BEGIN Source data
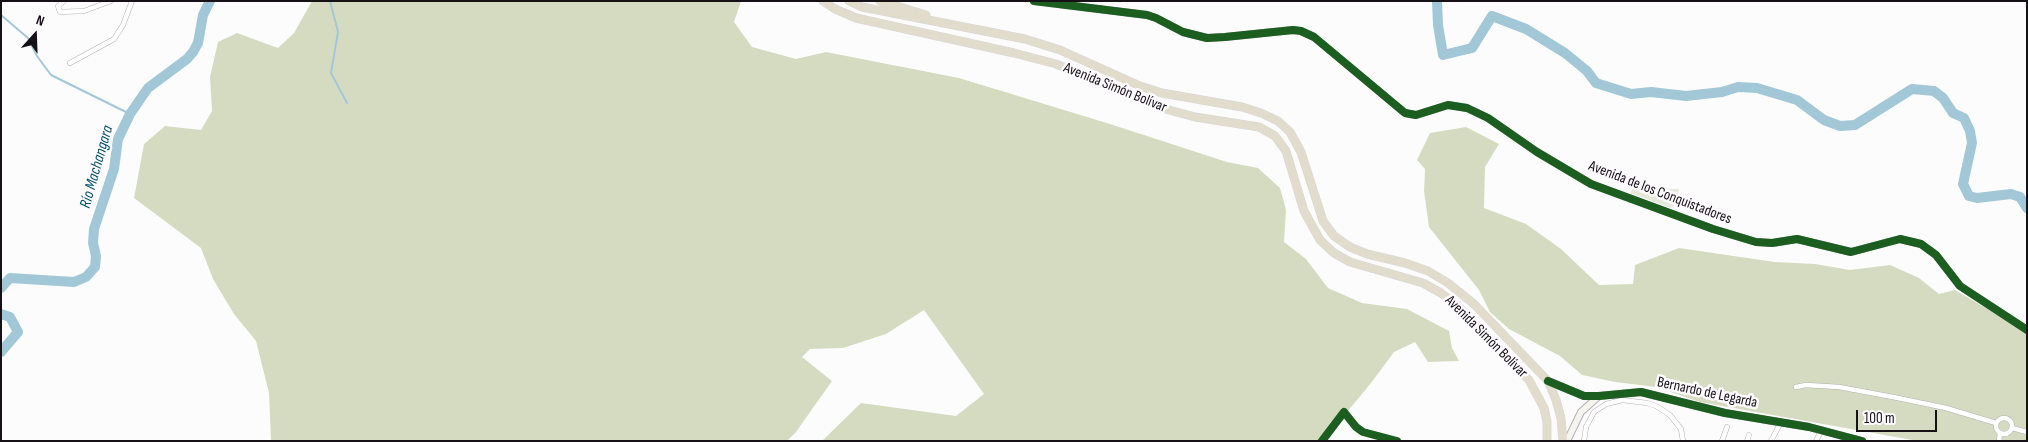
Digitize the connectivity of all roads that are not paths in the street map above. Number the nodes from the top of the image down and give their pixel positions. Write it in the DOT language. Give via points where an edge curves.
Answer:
graph roads {
  1 [pos="64,1"];
  2 [pos="111,1"];
  3 [pos="132,1"];
  4 [pos="823,1"];
  5 [pos="849,1"];
  6 [pos="880,1"];
  7 [pos="892,1"];
  8 [pos="1034,1"];
  9 [pos="916,12"];
  10 [pos="946,24"];
  11 [pos="70,63"];
  12 [pos="2027,330"];
  13 [pos="1548,381"];
  14 [pos="1796,386"];
  15 [pos="1599,396"];
  16 [pos="1613,398"];
  17 [pos="1781,422"];
  18 [pos="1996,423"];
  19 [pos="1727,427"];
  20 [pos="2012,428"];
  21 [pos="1821,431"];
  22 [pos="2027,432"];
  23 [pos="2000,433"];
  24 [pos="2007,433"];
  25 [pos="1750,435"];
  26 [pos="1322,441"];
  27 [pos="1397,441"];
  28 [pos="1547,441"];
  29 [pos="1562,441"];
  30 [pos="1567,441"];
  31 [pos="1584,441"];
  32 [pos="1683,441"];
  33 [pos="1722,441"];
  34 [pos="1747,441"];
  35 [pos="1771,441"];
  36 [pos="1816,441"];
  37 [pos="1862,441"];
  38 [pos="1998,441"];
  39 [pos="2006,441"];
  1 -- 2 [label="street" via="58,6 60,12 84,11"];
  3 -- 11 [label="street" via="114,39"];
  4 -- 28 [label="highway, Avenida Simón Bolívar" via="856,18 1056,64 1158,107 1259,127 1275,136 1286,151 1304,211 1320,240 1350,262 1423,283 1458,306 1529,380 1544,408"];
  5 -- 10 [label="highway, Avenida Simón Bolívar" via="862,7"];
  6 -- 9 [label="highway"];
  7 -- 9 [label="highway"];
  8 -- 12 [label="street, Avenida de los Conquistadores" via="1147,15 1183,32 1207,38 1301,31 1314,37 1405,113 1416,115 1448,106 1468,108 1592,184 1713,229 1756,242 1797,239 1851,252 1900,239 1921,244 1936,254 1960,286"];
  9 -- 10 [label="highway"];
  10 -- 13 [label="highway, Avenida Simón Bolívar" via="1025,39 1060,50 1140,86 1194,100 1242,107 1278,121 1290,132 1301,152 1323,221 1334,236 1350,248 1428,271 1448,283 1474,304"];
  13 -- 15 [label="street, Bernardo de Legarda" via="1573,393"];
  13 -- 29 [label="highway, Avenida Simón Bolívar" via="1561,418"];
  14 -- 18 [label="street" via="1839,388 1893,397"];
  15 -- 16 [label="street, Bernardo de Legarda"];
  15 -- 30 [label="street" via="1581,412"];
  16 -- 17 [label="street, Bernardo de Legarda" via="1641,392 1725,413"];
  16 -- 31 [label="street" via="1594,412 1586,427"];
  16 -- 32 [label="street" via="1638,400 1656,406 1676,422"];
  17 -- 21 [label="street, Bernardo de Legarda"];
  17 -- 35 [label="street"];
  18 -- 20 [label="street" via="2003,418 2008,419"];
  18 -- 23 [label="street"];
  19 -- 33 [label="street"];
  20 -- 22 [label="street"];
  20 -- 24 [label="street"];
  21 -- 36 [label="street"];
  21 -- 37 [label="street, Bernardo de Legarda"];
  23 -- 24 [label="street"];
  23 -- 38 [label="street"];
  24 -- 39 [label="street"];
  25 -- 34 [label="street"];
  26 -- 27 [label="street" via="1344,412 1363,432"];
}
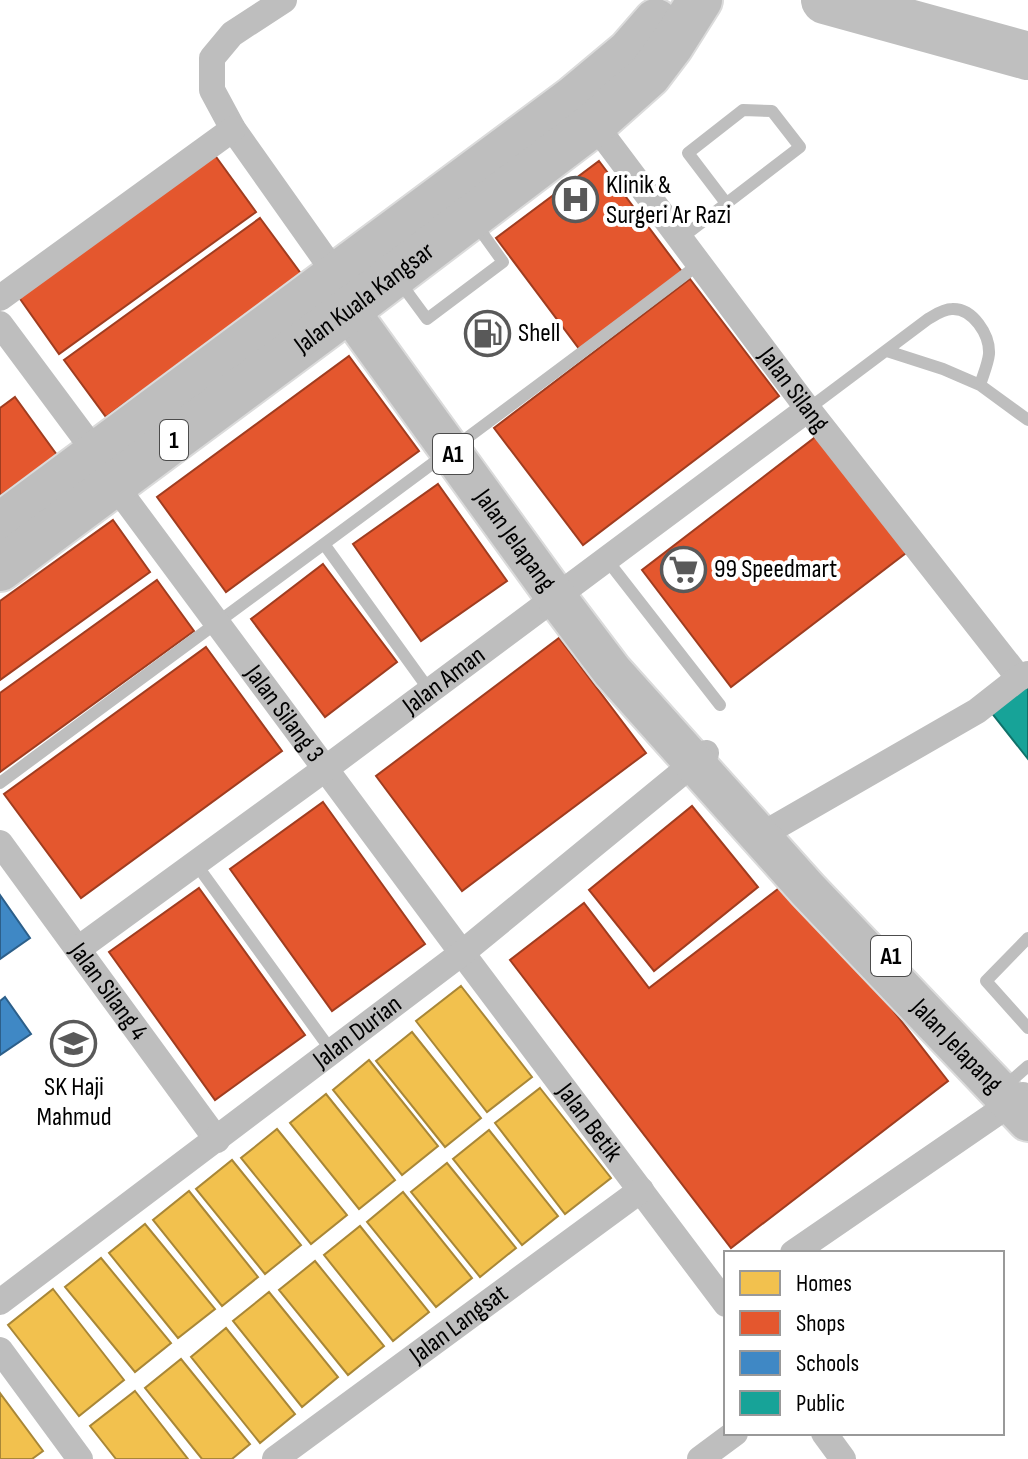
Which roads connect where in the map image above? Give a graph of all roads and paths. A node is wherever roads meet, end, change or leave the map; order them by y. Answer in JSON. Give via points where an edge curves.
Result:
{"nodes":[{"id":1,"x":284,"y":0,"type":"edge"},
{"id":2,"x":684,"y":4,"type":"edge"},
{"id":3,"x":584,"y":111,"type":"junction"},
{"id":4,"x":233,"y":129,"type":"junction"},
{"id":5,"x":726,"y":203,"type":"junction"},
{"id":6,"x":680,"y":239,"type":"junction"},
{"id":7,"x":699,"y":264,"type":"junction"},
{"id":8,"x":361,"y":291,"type":"junction"},
{"id":9,"x":0,"y":298,"type":"edge"},
{"id":10,"x":0,"y":324,"type":"edge"},
{"id":11,"x":887,"y":351,"type":"junction"},
{"id":12,"x":980,"y":385,"type":"junction"},
{"id":13,"x":808,"y":409,"type":"junction"},
{"id":14,"x":1028,"y":420,"type":"edge"},
{"id":15,"x":457,"y":447,"type":"junction"},
{"id":16,"x":105,"y":469,"type":"junction"},
{"id":17,"x":0,"y":525,"type":"edge"},
{"id":18,"x":324,"y":544,"type":"junction"},
{"id":19,"x":607,"y":560,"type":"junction"},
{"id":20,"x":0,"y":569,"type":"edge"},
{"id":21,"x":563,"y":592,"type":"junction"},
{"id":22,"x":217,"y":622,"type":"junction"},
{"id":23,"x":1023,"y":676,"type":"edge"},
{"id":24,"x":430,"y":691,"type":"junction"},
{"id":25,"x":720,"y":705,"type":"dead end"},
{"id":26,"x":700,"y":758,"type":"junction"},
{"id":27,"x":325,"y":769,"type":"junction"},
{"id":28,"x":0,"y":783,"type":"edge"},
{"id":29,"x":772,"y":829,"type":"junction"},
{"id":30,"x":0,"y":843,"type":"edge"},
{"id":31,"x":196,"y":864,"type":"junction"},
{"id":32,"x":1028,"y":938,"type":"edge"},
{"id":33,"x":458,"y":948,"type":"junction"},
{"id":34,"x":78,"y":949,"type":"junction"},
{"id":35,"x":1028,"y":1028,"type":"edge"},
{"id":36,"x":333,"y":1053,"type":"junction"},
{"id":37,"x":1018,"y":1093,"type":"edge"},
{"id":38,"x":217,"y":1140,"type":"junction"},
{"id":39,"x":641,"y":1190,"type":"junction"},
{"id":40,"x":796,"y":1251,"type":"edge"},
{"id":41,"x":724,"y":1300,"type":"edge"},
{"id":42,"x":0,"y":1302,"type":"edge"},
{"id":43,"x":0,"y":1350,"type":"edge"},
{"id":44,"x":732,"y":1435,"type":"edge"},
{"id":45,"x":825,"y":1435,"type":"edge"},
{"id":46,"x":80,"y":1459,"type":"edge"},
{"id":47,"x":275,"y":1459,"type":"edge"},
{"id":48,"x":700,"y":1459,"type":"edge"},
{"id":49,"x":843,"y":1459,"type":"edge"}],
"edges":[{"from":1,"to":4,"type":"street","via":[[232,34],[212,58],[212,90]]},
{"from":2,"to":3,"type":"highway","name":"Jalan Kuala Kangsar","number":"1","via":[[608,71]]},
{"from":3,"to":6,"type":"street","name":"Jalan Silang"},
{"from":3,"to":8,"type":"highway","name":"Jalan Kuala Kangsar","number":"1"},
{"from":3,"to":8,"type":"highway","name":"Jalan Kuala Kangsar","number":"1","via":[[471,218]]},
{"from":4,"to":8,"type":"street"},
{"from":4,"to":9,"type":"street"},
{"from":5,"to":5,"type":"lane","via":[[800,147],[772,111],[743,110],[688,153]]},
{"from":5,"to":6,"type":"lane"},
{"from":6,"to":7,"type":"street","name":"Jalan Silang"},
{"from":7,"to":13,"type":"street","name":"Jalan Silang"},
{"from":7,"to":15,"type":"lane"},
{"from":8,"to":15,"type":"main road","name":"Jalan Jelapang","number":"A1"},
{"from":8,"to":16,"type":"highway","name":"Jalan Kuala Kangsar","number":"1"},
{"from":10,"to":16,"type":"street","name":"Jalan Silang 3"},
{"from":11,"to":12,"type":"lane"},
{"from":11,"to":12,"type":"lane","via":[[939,312],[964,312],[988,340]]},
{"from":11,"to":13,"type":"lane"},
{"from":12,"to":14,"type":"lane"},
{"from":13,"to":19,"type":"street","name":"Jalan Aman"},
{"from":13,"to":23,"type":"street","name":"Jalan Silang"},
{"from":15,"to":18,"type":"lane"},
{"from":15,"to":21,"type":"main road","name":"Jalan Jelapang","number":"A1"},
{"from":16,"to":17,"type":"highway","name":"Jalan Kuala Kangsar","number":"1"},
{"from":16,"to":20,"type":"highway","name":"Jalan Kuala Kangsar","number":"1"},
{"from":16,"to":22,"type":"street","name":"Jalan Silang 3"},
{"from":18,"to":22,"type":"lane"},
{"from":18,"to":24,"type":"lane"},
{"from":19,"to":21,"type":"street","name":"Jalan Aman"},
{"from":19,"to":25,"type":"lane"},
{"from":21,"to":24,"type":"street","name":"Jalan Aman"},
{"from":21,"to":26,"type":"main road","name":"Jalan Jelapang","number":"A1","via":[[612,671]]},
{"from":22,"to":27,"type":"street","name":"Jalan Silang 3"},
{"from":22,"to":28,"type":"lane"},
{"from":23,"to":29,"type":"street","via":[[977,711]]},
{"from":24,"to":27,"type":"street","name":"Jalan Aman"},
{"from":26,"to":29,"type":"main road","name":"Jalan Jelapang","number":"A1"},
{"from":26,"to":33,"type":"street","name":"Jalan Durian"},
{"from":26,"to":37,"type":"main road","name":"Jalan Jelapang","number":"A1","via":[[840,924]]},
{"from":27,"to":31,"type":"street","name":"Jalan Aman"},
{"from":27,"to":33,"type":"street","name":"Jalan Silang 3"},
{"from":29,"to":37,"type":"main road","name":"Jalan Jelapang","number":"A1"},
{"from":30,"to":34,"type":"street","name":"Jalan Silang 4"},
{"from":31,"to":34,"type":"street","name":"Jalan Aman"},
{"from":31,"to":36,"type":"lane"},
{"from":32,"to":35,"type":"lane","via":[[986,981]]},
{"from":33,"to":36,"type":"street","name":"Jalan Durian"},
{"from":33,"to":39,"type":"street","name":"Jalan Betik"},
{"from":34,"to":38,"type":"street","name":"Jalan Silang 4"},
{"from":36,"to":38,"type":"street","name":"Jalan Durian"},
{"from":37,"to":40,"type":"street"},
{"from":38,"to":42,"type":"street","name":"Jalan Durian"},
{"from":39,"to":41,"type":"street","name":"Jalan Betik"},
{"from":39,"to":47,"type":"street","name":"Jalan Langsat"},
{"from":43,"to":46,"type":"street"},
{"from":44,"to":48,"type":"street"},
{"from":45,"to":49,"type":"street"}]}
END Source data
:: Directions for this task ::
Every line above that includes the string "main" needs to be copied.

:: Solution for this problem ::
{"from":8,"to":15,"type":"main road","name":"Jalan Jelapang","number":"A1"},
{"from":15,"to":21,"type":"main road","name":"Jalan Jelapang","number":"A1"},
{"from":21,"to":26,"type":"main road","name":"Jalan Jelapang","number":"A1","via":[[612,671]]},
{"from":26,"to":29,"type":"main road","name":"Jalan Jelapang","number":"A1"},
{"from":26,"to":37,"type":"main road","name":"Jalan Jelapang","number":"A1","via":[[840,924]]},
{"from":29,"to":37,"type":"main road","name":"Jalan Jelapang","number":"A1"},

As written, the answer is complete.